And 3, step 3: and updating the optional solution vector set. Taking the 5-city TSP problem as an example, assuming that the currently selected solution vector is 1_5, the set of selectable solution vectors is a set of solution vectors formed by cities other than cities 1 and 5 and city 5. I.e., {5_2,5_3,5_4 }.
And 4, step 4: repeating the step 2 and the step 3 until the number of the current harmony solution vectors is N, if the number satisfies
Figure BDA0002594076910000085
(harmony adjusted probability), then on the generated harmony XNewUsing tabu search to process to obtain new harmony and reassign value as XNewOtherwise, no operation is performed.
10. If the new harmony objective function value is less than LAThen X will beNewAdding into memory bank, deleting worst sum sound of memory bank, updating solution vector bank and LAOtherwise, not processing;
11. repeating the steps 9 and 10 until M new harmony voices are generated, wherein M is the size of the memory bank;
12. dynamically selecting a solution and performing pheromone updating.

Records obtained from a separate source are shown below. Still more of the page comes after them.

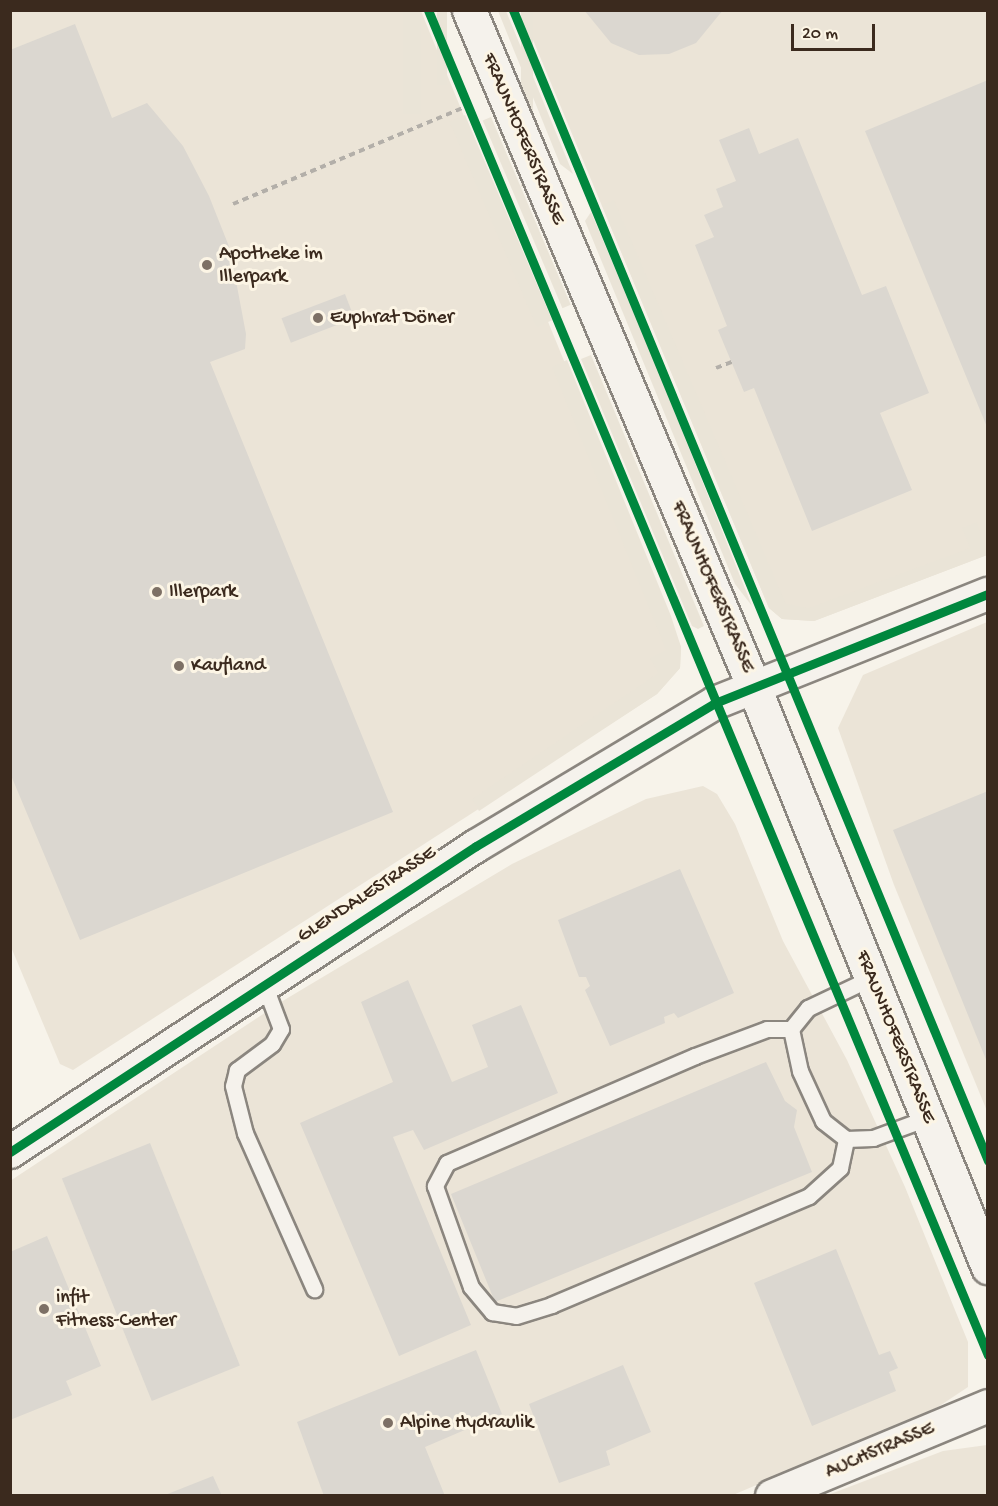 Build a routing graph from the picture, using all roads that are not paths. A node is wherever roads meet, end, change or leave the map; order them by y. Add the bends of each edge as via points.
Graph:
1 (469, 10) edge
2 (987, 594) edge
3 (753, 686) junction
4 (871, 978) junction
5 (264, 984) junction
6 (791, 1029) junction
7 (927, 1118) junction
8 (846, 1139) junction
9 (10, 1152) edge
10 (987, 1267) edge
11 (314, 1289) dead end
12 (987, 1406) edge
13 (772, 1496) edge

1 - 3 street, FRAUNHOFERSTRASSE
2 - 3 street, GLENDALESTRASSE
3 - 4 street, FRAUNHOFERSTRASSE
3 - 5 street, GLENDALESTRASSE via 476,846
4 - 6 lane via 808,1008
4 - 7 street, FRAUNHOFERSTRASSE
5 - 9 street, GLENDALESTRASSE
5 - 11 lane via 280,1029 272,1044 237,1070 233,1086 245,1133
6 - 8 lane via 800,1071 823,1121
6 - 8 lane via 767,1029 694,1056 447,1163 435,1186 471,1287 492,1312 516,1316 551,1305 809,1196 840,1168
7 - 8 lane via 873,1138
7 - 10 street, FRAUNHOFERSTRASSE
12 - 13 street, AUCHSTRASSE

The method is as follows:
step 1: and comparing the current cycle optimal solution with the global optimal solution, if the current cycle optimal solution is better, updating by using the current cycle optimal solution, turning to the 4 th step, and if not, executing the 2 nd step.
Step 2: and comparing the global optimal solution with all solutions in the memory library, judging that a plurality of solutions in the memory library are superior to the current global optimal solution, if so, turning to the step 3, otherwise, directly updating by using the optimal solution in the memory library, and turning to the step 4.
And 3, step 3: and selecting a solution with the minimum similarity to the global optimal solution from a plurality of solutions which are better than the global optimal solution for updating, wherein for better describing the concept of similarity, for example, for solving 5 urban TSP problems, assuming that the ant colony algorithm global optimal solution sequence is {1,3,2,5,4}, the memory base and the acoustic solution are {2_5,5_1,1_3,3_4,4_2}, so that the global optimal solution is converted into the harmonic solution sequence is {1_3,3_2,2_5,5_4,4_1}, and the similarity is defined as the ratio of the number of solution vector repetitions between harmonics to the total number, namely the repeated solution vectors are 1_3 and 2_5, so that the similarity between the two solutions is 2/5.
And 4, step 4: pheromone updates are performed using the following formula.
Figure BDA0002594076910000091
Wherein, f (S)Ibest) Scalar value, f (S), representing the iteratively optimal solutionGbest) Representing the global optimal solution objective function value, f (S)update) Expressing the solution objective function value selected from the memory library, wherein rho is the global volatility coefficient and takes the value of 0.1, tau0To initialize pheromone concentration.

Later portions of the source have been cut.